In itself, this is one of the growing concerns in the AI business today: while companies forge ahead to develop and deploy their AI technologies, security really does lag behind. Sometimes, in focusing on innovation, companies compromise on sound security protocols and leave their critical systems open to cyber threats.
Lessons for the AI Industry
DeepSeek’s database leak serves as a cautionary tale for AI startups and enterprises alike. Key takeaways from this incident include:
- Security-first approach: AI companies must prioritize securing their infrastructure, ensuring that sensitive data is protected against unauthorized access.

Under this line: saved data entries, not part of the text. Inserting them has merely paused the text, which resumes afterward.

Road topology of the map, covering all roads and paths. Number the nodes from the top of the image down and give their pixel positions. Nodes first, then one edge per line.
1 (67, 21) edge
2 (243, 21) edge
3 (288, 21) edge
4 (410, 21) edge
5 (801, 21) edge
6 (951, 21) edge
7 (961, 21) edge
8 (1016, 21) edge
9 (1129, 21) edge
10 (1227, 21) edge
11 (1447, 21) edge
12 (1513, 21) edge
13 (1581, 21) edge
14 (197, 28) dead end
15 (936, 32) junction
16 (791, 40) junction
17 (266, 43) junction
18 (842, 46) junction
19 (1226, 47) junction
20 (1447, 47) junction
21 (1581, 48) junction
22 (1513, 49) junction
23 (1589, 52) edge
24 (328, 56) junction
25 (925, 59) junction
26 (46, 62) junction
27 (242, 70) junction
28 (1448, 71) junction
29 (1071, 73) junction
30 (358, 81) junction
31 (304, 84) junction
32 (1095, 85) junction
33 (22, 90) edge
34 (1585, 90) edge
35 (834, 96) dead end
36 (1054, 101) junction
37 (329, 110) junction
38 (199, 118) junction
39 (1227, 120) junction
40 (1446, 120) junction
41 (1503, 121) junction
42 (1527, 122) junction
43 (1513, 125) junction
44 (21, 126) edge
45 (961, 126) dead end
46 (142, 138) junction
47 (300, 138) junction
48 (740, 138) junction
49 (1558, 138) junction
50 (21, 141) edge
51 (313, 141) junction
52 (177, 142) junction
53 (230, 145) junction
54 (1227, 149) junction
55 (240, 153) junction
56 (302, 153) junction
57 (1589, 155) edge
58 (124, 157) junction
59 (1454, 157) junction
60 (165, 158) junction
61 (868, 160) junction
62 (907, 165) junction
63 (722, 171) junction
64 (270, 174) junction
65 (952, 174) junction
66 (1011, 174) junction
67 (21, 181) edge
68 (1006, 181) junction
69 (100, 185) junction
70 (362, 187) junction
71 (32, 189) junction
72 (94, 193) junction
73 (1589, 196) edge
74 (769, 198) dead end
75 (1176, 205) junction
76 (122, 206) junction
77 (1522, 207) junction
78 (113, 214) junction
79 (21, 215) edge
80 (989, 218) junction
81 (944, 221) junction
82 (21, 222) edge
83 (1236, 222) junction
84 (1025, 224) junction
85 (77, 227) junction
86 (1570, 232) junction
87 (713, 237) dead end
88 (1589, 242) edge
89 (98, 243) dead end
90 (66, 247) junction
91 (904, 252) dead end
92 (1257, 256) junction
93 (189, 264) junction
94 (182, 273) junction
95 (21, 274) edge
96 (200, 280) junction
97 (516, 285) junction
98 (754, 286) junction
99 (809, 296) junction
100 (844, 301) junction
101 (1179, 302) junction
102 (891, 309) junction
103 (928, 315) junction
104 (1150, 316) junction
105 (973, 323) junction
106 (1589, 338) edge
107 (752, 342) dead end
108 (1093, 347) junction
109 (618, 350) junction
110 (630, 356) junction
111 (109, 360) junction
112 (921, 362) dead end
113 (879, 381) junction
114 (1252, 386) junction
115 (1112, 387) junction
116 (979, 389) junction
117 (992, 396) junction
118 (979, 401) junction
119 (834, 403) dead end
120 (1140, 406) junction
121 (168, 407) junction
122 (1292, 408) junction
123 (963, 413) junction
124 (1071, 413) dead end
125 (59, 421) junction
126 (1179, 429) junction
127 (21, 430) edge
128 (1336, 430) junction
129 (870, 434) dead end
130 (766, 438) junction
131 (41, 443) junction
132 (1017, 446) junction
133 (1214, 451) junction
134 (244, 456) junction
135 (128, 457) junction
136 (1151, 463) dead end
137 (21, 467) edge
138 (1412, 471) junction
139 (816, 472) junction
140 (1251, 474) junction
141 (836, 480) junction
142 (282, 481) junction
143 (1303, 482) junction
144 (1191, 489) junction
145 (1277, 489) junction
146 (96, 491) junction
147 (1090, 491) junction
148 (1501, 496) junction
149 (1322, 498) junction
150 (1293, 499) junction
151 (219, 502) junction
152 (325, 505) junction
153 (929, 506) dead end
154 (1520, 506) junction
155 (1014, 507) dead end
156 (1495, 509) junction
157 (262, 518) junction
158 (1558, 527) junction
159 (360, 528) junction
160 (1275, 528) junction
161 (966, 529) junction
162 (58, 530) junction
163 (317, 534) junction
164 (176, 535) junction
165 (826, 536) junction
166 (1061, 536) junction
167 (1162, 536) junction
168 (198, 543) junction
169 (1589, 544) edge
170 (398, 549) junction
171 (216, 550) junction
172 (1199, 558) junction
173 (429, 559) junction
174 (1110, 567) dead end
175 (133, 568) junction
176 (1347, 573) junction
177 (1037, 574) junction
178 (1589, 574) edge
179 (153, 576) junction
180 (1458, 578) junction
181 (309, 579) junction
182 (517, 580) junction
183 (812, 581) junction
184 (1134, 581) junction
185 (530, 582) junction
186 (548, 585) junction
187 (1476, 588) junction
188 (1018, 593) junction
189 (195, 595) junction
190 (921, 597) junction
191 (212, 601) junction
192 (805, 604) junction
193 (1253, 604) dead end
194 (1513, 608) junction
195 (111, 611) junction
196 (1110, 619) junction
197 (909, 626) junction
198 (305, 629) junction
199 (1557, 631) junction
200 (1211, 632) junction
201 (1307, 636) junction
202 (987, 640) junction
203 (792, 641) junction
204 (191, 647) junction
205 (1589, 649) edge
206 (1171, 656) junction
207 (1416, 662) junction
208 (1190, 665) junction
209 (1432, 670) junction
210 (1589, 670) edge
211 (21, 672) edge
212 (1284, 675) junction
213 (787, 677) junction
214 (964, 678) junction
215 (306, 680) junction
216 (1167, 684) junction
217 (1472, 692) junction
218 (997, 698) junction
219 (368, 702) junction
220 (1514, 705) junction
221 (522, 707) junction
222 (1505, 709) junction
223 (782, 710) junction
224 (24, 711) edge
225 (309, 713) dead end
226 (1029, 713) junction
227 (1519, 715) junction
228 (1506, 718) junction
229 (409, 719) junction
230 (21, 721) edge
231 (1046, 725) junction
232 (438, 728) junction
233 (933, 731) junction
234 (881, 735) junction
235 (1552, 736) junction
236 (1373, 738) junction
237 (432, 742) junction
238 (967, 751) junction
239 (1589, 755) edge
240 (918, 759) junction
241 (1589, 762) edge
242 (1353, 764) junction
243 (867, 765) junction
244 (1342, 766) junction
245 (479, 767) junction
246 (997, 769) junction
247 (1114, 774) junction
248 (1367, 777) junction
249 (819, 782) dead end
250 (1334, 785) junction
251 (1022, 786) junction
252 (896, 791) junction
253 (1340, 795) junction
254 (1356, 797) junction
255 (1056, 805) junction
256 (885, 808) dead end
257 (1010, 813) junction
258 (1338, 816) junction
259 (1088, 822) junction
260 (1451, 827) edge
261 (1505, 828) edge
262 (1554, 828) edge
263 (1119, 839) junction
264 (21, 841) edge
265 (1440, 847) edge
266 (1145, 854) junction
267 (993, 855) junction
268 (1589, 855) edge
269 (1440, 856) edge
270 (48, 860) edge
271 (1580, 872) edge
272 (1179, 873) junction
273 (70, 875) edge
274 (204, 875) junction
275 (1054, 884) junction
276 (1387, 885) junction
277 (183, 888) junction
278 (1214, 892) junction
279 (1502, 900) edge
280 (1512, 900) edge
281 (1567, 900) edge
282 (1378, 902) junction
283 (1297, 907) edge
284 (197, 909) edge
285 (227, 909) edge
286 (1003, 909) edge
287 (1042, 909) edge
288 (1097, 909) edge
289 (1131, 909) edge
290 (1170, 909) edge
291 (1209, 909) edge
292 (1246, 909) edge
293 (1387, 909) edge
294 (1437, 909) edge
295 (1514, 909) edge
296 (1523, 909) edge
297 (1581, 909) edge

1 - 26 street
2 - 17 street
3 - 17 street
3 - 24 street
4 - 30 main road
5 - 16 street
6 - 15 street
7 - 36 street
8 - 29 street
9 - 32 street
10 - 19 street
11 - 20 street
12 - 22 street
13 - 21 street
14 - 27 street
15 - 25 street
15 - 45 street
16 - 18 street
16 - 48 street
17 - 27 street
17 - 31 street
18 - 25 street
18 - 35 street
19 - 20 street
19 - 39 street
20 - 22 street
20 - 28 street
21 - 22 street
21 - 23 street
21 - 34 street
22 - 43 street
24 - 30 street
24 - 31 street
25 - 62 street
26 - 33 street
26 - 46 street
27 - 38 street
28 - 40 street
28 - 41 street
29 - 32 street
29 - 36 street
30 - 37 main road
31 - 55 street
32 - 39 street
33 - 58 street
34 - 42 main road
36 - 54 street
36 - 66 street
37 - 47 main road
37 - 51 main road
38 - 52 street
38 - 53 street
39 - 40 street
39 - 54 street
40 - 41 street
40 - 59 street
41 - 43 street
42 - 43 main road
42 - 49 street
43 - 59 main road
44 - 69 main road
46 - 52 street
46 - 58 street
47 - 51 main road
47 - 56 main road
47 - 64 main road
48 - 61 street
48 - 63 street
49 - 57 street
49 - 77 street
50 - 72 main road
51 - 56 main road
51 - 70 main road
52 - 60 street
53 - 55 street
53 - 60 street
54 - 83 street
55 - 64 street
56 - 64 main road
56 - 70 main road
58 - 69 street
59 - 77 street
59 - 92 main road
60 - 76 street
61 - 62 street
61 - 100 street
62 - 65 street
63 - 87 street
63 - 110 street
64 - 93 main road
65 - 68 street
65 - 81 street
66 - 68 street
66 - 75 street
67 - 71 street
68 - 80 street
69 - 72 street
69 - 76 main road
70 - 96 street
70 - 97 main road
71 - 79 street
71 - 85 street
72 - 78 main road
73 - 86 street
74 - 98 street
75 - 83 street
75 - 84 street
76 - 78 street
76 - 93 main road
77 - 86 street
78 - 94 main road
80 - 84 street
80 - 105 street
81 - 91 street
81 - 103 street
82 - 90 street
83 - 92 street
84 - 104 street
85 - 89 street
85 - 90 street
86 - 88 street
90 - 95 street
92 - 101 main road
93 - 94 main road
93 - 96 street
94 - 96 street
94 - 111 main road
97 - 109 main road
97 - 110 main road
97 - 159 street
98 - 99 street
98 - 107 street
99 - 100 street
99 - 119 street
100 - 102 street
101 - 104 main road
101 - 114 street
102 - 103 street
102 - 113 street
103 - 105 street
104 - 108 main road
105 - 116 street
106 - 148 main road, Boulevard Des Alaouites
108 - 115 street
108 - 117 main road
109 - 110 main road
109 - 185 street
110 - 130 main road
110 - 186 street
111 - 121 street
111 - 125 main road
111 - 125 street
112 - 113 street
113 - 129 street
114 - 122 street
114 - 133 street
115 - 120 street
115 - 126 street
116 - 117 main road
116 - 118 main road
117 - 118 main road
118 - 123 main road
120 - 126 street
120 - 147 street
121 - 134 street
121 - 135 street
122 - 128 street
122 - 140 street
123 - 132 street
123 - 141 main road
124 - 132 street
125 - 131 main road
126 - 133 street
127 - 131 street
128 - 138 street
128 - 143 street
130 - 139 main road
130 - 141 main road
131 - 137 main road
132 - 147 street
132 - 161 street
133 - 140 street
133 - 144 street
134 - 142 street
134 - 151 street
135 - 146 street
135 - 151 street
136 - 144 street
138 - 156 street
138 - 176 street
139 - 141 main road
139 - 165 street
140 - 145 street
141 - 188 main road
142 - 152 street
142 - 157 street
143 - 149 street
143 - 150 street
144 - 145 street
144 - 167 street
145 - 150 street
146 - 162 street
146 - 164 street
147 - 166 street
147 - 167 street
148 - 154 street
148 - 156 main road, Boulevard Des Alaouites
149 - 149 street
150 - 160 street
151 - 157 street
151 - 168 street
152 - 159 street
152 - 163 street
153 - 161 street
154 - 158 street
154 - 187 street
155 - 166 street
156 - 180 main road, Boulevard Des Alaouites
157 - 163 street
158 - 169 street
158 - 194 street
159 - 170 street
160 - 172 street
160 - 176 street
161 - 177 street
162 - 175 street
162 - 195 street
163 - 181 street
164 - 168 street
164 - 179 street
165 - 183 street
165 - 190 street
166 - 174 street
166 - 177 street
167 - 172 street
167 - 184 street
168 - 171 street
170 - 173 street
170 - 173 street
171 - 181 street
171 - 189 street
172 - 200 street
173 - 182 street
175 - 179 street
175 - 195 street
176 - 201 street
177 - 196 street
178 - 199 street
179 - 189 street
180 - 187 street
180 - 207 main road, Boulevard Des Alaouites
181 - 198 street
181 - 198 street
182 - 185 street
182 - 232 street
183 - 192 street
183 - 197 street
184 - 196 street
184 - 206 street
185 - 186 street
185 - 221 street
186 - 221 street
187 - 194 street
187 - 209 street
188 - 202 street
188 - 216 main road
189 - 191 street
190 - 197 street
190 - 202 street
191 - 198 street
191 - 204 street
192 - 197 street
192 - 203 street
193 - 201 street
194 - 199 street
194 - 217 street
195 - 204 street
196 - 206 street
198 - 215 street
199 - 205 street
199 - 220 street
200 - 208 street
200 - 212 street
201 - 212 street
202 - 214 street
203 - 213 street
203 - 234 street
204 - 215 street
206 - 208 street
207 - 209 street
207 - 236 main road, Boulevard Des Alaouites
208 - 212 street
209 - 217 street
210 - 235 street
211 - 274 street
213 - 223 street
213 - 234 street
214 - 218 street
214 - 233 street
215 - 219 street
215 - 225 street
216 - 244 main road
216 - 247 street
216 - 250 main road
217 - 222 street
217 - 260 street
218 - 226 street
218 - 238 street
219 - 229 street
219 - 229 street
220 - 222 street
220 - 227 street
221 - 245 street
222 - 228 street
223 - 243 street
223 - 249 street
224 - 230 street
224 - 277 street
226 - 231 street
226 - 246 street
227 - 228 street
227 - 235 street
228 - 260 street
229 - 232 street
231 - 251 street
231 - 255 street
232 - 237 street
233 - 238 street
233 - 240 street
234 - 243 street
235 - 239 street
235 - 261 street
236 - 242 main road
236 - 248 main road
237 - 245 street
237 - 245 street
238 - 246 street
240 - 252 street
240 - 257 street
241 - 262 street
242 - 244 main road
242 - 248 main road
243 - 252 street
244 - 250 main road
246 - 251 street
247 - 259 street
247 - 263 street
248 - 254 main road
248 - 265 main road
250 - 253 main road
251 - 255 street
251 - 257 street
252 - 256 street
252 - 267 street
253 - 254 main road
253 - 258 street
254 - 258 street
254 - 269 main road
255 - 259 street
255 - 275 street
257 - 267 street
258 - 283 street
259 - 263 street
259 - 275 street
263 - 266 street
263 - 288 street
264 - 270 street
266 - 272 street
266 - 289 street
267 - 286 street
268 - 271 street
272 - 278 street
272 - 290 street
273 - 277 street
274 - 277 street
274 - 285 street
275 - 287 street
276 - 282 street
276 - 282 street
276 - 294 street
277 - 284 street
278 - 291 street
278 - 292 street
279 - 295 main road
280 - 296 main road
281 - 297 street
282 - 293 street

- Regular security audits: Continuous monitoring and vulnerability assessments should be standard practice to detect and mitigate risks before they become major breaches.
- Authentication and access controls: Publicly accessible databases without authentication create severe risks. Strong authentication mechanisms must be implemented to prevent unauthorized access.
- Encryption of sensitive data: Storing chat histories, API keys, and backend details in plaintext significantly increases the risk of data leaks. Encrypting such data can prevent unauthorized access even if a system is compromised.
Conclusion
The DeepSeek data leak has raised red flags on the dire need for increased security in the AI industry. While AI companies are racing to create state-of-the-art models, they cannot afford to overlook how to protect the data. Cybersecurity should be part of AI development to ensure sensitive user data and proprietary information remain secure.
As AI systems are increasingly ingrained in doing business and everyday living, security breaches like this pop up to starkly remind us that innovation without security is a disaster. It is high time the artificial intelligence industry started taking some serious steps toward robust security frameworks in order to regain the lost trust of its users worldwide.